Without the pictures, output the records below exactly as they are.

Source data
• • • •

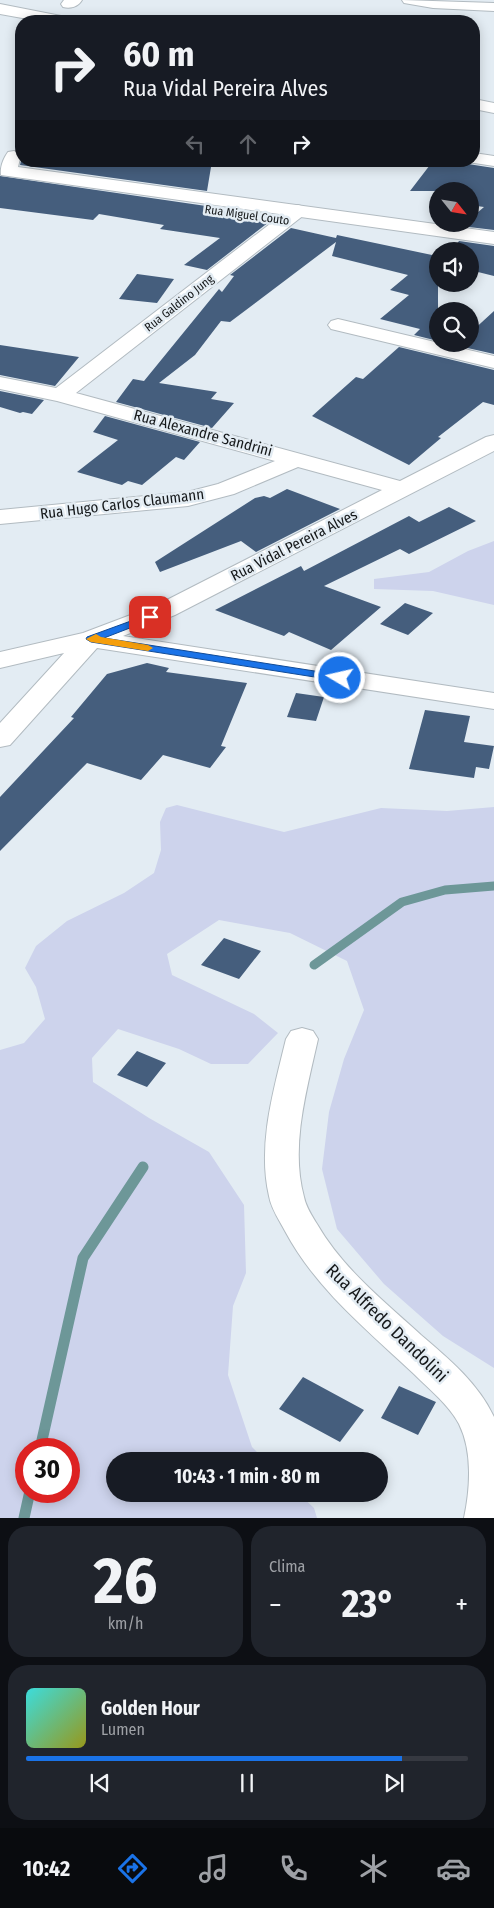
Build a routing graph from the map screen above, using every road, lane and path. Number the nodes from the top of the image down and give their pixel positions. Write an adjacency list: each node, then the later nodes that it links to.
1 (409, 0): 2 (street)
2 (494, 7)
3 (0, 10): 4 (street)
4 (15, 16)
5 (480, 99): 6 (street)
6 (494, 102)
7 (480, 105): 8 (street)
8 (494, 108)
9 (480, 159): 10 (street)
10 (494, 161)
11 (6, 167): 12 (street, Rua Miguel Couto)
12 (292, 216): 13 (street, Rua Miguel Couto); 14 (street, Rua Miguel Couto); 18 (street, Rua Galdino Jung)
13 (494, 238)
14 (494, 249)
15 (338, 325): 16 (street)
16 (494, 362)
17 (0, 383): 18 (street, Rua Alexandre Sandrini)
18 (60, 395): 20 (street, Rua Alexandre Sandrini)
19 (488, 452): 21 (street, Rua Vidal Pereira Alves)
20 (298, 459): 21 (street, Rua Alexandre Sandrini); 22 (street, Rua Hugo Carlos Claumann)
21 (404, 489): 23 (street, Rua Vidal Pereira Alves)
22 (0, 517)
23 (91, 639): 24 (street, Rua Vidal Pereira Alves); 25 (street); 26 (street)
24 (0, 660)
25 (494, 702)
26 (0, 739)
27 (302, 1039): 28 (street, Rua Alfredo Dandolini)
28 (484, 1518)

• • • •

**TASK SOLUTION:**
Build a routing graph from the map screen above, using every road, lane and path. Number the nodes from the top of the image down and give their pixel positions. Write an adjacency list: each node, then the later nodes that it links to.
1 (409, 0): 2 (street)
2 (494, 7)
3 (0, 10): 4 (street)
4 (15, 16)
5 (480, 99): 6 (street)
6 (494, 102)
7 (480, 105): 8 (street)
8 (494, 108)
9 (480, 159): 10 (street)
10 (494, 161)
11 (6, 167): 12 (street, Rua Miguel Couto)
12 (292, 216): 13 (street, Rua Miguel Couto); 14 (street, Rua Miguel Couto); 18 (street, Rua Galdino Jung)
13 (494, 238)
14 (494, 249)
15 (338, 325): 16 (street)
16 (494, 362)
17 (0, 383): 18 (street, Rua Alexandre Sandrini)
18 (60, 395): 20 (street, Rua Alexandre Sandrini)
19 (488, 452): 21 (street, Rua Vidal Pereira Alves)
20 (298, 459): 21 (street, Rua Alexandre Sandrini); 22 (street, Rua Hugo Carlos Claumann)
21 (404, 489): 23 (street, Rua Vidal Pereira Alves)
22 (0, 517)
23 (91, 639): 24 (street, Rua Vidal Pereira Alves); 25 (street); 26 (street)
24 (0, 660)
25 (494, 702)
26 (0, 739)
27 (302, 1039): 28 (street, Rua Alfredo Dandolini)
28 (484, 1518)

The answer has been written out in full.